#### Exercise objective
Report every line of the data that includes "Sardarjung".

#### Material shown
-------------------------

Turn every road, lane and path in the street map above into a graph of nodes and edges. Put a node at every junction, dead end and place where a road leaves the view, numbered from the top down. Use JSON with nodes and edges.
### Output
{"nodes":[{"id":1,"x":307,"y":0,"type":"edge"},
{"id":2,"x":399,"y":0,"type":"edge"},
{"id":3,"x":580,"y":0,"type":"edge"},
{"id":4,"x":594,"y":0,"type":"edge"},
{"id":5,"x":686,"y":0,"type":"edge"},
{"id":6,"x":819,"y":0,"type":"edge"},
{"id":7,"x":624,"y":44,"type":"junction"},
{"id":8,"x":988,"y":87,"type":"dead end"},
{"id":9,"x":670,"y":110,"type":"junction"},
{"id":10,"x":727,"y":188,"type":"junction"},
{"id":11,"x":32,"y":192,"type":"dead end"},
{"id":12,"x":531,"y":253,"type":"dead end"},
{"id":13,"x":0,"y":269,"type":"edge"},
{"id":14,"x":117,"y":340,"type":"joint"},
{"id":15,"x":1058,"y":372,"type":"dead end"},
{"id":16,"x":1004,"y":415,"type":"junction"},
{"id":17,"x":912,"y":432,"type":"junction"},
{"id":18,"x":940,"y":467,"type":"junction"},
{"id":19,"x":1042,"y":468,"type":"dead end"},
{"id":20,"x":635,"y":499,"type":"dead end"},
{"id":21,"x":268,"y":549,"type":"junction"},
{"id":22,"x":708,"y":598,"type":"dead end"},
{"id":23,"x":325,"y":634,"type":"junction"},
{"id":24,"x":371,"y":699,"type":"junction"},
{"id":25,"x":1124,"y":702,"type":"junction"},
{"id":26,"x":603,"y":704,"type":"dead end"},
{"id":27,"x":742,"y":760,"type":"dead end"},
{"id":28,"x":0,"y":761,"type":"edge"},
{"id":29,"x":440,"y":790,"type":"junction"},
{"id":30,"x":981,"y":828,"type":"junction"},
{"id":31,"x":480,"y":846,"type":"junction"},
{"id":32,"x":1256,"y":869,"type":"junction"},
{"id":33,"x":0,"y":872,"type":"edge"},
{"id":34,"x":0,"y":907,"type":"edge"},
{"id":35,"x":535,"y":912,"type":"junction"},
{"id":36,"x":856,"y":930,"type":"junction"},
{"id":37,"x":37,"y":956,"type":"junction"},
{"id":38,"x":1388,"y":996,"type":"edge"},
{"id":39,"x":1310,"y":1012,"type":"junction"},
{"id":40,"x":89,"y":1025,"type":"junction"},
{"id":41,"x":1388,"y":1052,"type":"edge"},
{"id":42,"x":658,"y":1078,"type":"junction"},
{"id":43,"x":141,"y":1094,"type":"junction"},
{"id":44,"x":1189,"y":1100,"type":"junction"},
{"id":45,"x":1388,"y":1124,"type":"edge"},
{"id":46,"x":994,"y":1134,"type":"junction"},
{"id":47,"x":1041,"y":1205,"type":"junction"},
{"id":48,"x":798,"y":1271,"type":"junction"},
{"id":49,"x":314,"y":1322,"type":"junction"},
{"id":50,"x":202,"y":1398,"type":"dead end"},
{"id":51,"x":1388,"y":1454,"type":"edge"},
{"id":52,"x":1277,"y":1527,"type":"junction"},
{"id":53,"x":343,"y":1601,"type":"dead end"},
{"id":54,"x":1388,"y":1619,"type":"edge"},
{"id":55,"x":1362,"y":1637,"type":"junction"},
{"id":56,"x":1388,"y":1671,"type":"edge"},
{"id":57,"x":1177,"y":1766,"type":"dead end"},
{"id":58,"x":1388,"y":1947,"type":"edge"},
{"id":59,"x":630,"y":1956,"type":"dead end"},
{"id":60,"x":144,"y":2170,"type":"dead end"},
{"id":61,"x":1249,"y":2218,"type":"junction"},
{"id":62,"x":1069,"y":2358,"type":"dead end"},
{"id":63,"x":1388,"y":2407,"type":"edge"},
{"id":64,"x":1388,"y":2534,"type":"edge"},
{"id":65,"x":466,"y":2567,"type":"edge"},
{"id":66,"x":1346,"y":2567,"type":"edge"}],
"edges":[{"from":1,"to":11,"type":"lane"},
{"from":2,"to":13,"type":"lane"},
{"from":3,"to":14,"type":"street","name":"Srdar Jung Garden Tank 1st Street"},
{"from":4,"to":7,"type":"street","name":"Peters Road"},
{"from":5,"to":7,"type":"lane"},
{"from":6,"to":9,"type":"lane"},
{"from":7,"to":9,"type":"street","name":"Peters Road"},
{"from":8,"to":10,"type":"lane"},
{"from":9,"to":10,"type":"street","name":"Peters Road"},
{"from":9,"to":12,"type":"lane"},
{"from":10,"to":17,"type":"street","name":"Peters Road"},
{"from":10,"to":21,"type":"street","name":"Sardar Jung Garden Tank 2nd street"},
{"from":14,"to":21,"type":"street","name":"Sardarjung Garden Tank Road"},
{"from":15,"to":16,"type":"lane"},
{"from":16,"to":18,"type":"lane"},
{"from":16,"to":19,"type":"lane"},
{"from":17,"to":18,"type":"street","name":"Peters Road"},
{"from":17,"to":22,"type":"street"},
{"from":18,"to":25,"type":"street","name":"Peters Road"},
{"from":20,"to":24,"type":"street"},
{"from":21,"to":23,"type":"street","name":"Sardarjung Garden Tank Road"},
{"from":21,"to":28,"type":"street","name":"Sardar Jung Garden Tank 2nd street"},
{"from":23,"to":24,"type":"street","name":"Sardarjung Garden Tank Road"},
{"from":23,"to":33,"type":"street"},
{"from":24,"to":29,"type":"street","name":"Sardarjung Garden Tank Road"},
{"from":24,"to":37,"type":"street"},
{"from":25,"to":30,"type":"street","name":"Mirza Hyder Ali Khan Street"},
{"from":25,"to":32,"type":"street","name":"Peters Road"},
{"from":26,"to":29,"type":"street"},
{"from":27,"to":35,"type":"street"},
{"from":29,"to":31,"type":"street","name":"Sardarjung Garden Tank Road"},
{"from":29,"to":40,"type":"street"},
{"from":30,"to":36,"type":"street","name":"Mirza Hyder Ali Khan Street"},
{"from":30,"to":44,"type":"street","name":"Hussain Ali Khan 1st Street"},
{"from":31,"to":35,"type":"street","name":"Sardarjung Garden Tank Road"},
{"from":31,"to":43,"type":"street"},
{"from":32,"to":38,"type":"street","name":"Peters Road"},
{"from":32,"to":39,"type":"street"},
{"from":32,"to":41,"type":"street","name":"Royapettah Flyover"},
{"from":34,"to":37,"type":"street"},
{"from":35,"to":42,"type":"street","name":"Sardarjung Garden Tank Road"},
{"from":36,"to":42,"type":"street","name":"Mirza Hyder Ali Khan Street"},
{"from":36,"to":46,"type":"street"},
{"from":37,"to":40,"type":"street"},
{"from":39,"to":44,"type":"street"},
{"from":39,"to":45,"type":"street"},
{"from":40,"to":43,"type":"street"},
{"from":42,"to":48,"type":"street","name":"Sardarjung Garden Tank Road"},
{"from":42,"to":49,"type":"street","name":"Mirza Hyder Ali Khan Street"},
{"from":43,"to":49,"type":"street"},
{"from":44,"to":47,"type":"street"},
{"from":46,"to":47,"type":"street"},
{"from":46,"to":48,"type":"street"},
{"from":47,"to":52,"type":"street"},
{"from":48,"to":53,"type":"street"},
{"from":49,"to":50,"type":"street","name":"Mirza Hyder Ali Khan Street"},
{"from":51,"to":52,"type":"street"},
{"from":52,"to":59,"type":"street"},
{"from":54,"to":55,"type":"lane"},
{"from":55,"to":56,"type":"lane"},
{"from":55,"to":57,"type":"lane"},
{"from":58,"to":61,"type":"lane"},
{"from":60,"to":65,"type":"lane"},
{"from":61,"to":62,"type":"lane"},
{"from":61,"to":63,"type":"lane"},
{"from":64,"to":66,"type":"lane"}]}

-------------------------

#### Response area
{"from":14,"to":21,"type":"street","name":"Sardarjung Garden Tank Road"},
{"from":21,"to":23,"type":"street","name":"Sardarjung Garden Tank Road"},
{"from":23,"to":24,"type":"street","name":"Sardarjung Garden Tank Road"},
{"from":24,"to":29,"type":"street","name":"Sardarjung Garden Tank Road"},
{"from":29,"to":31,"type":"street","name":"Sardarjung Garden Tank Road"},
{"from":31,"to":35,"type":"street","name":"Sardarjung Garden Tank Road"},
{"from":35,"to":42,"type":"street","name":"Sardarjung Garden Tank Road"},
{"from":42,"to":48,"type":"street","name":"Sardarjung Garden Tank Road"},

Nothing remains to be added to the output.